■ AIM OF THE TASK ■
Within the material below, find each line bearing the word "down" and present it.

■ EXERCISE INPUT ■
=== Begin Enclosure ===
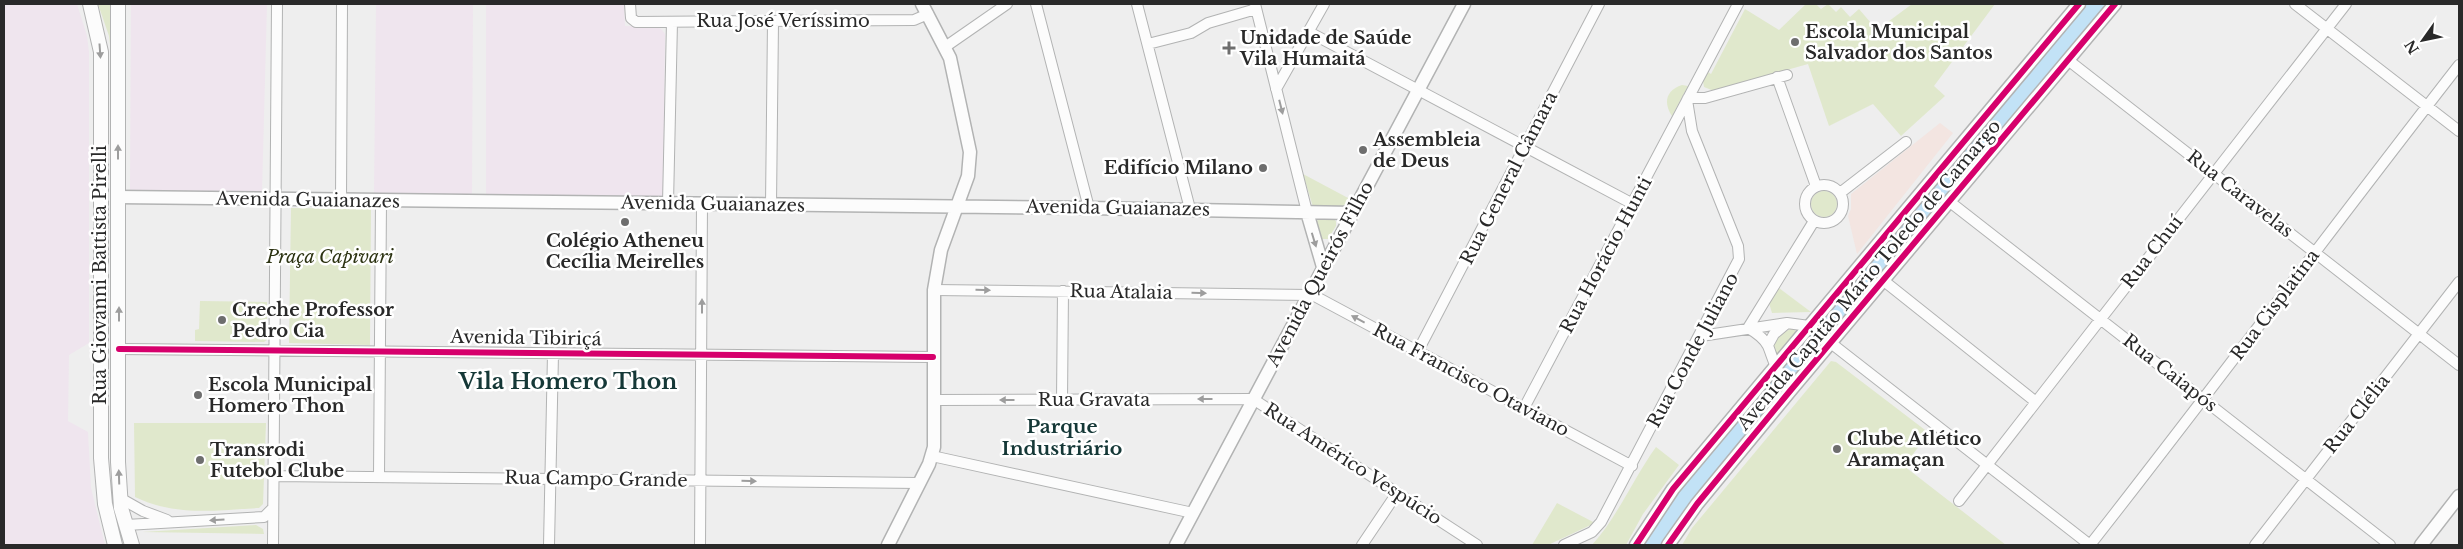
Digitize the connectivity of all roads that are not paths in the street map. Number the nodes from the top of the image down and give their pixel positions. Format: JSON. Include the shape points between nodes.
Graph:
=== End Enclosure ===
=== Begin Enclosure ===
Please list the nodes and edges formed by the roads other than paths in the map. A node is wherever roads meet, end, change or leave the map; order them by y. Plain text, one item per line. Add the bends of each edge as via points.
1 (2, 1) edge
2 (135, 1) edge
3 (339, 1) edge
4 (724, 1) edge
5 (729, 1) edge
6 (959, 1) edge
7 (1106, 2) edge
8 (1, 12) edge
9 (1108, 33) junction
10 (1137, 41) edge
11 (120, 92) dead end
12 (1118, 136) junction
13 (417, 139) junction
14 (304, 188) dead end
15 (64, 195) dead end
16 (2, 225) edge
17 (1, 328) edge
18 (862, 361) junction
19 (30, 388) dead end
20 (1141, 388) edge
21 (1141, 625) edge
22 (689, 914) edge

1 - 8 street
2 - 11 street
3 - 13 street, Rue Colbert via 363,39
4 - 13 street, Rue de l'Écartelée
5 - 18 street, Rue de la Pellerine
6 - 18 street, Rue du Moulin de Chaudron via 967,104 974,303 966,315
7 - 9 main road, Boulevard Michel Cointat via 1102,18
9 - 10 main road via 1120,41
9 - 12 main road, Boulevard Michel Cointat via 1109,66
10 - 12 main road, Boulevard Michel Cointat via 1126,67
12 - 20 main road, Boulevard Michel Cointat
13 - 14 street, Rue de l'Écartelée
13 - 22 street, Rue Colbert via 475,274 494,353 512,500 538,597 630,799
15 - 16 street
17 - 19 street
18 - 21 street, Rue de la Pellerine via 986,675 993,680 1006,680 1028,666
=== End Enclosure ===
=== Begin Enclosure ===
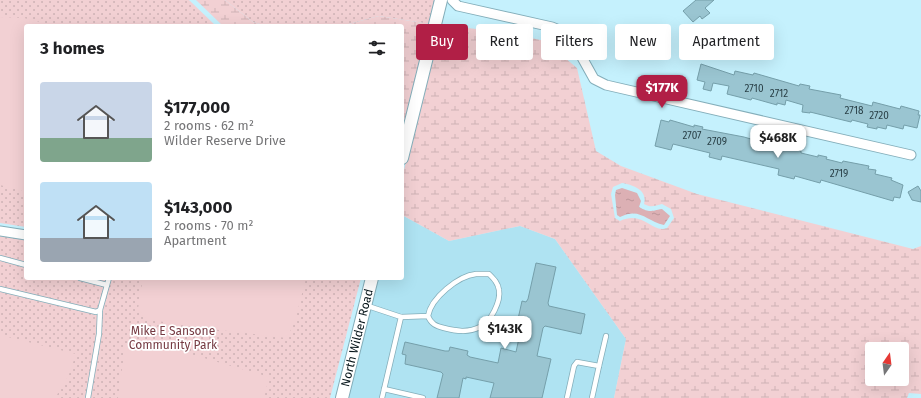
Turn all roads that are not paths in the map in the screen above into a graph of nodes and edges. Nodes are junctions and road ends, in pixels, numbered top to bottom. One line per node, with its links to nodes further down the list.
=== End Enclosure ===
■ SOLUTION BELOW ■
Digitize the connectivity of all roads that are not paths in the street map. Number the nodes from the top of the image down and give their pixel positions. Format: JSON. Include the shape points between nodes.
Turn all roads that are not paths in the map in the screen above into a graph of nodes and edges. Nodes are junctions and road ends, in pixels, numbered top to bottom. One line per node, with its links to nodes further down the list.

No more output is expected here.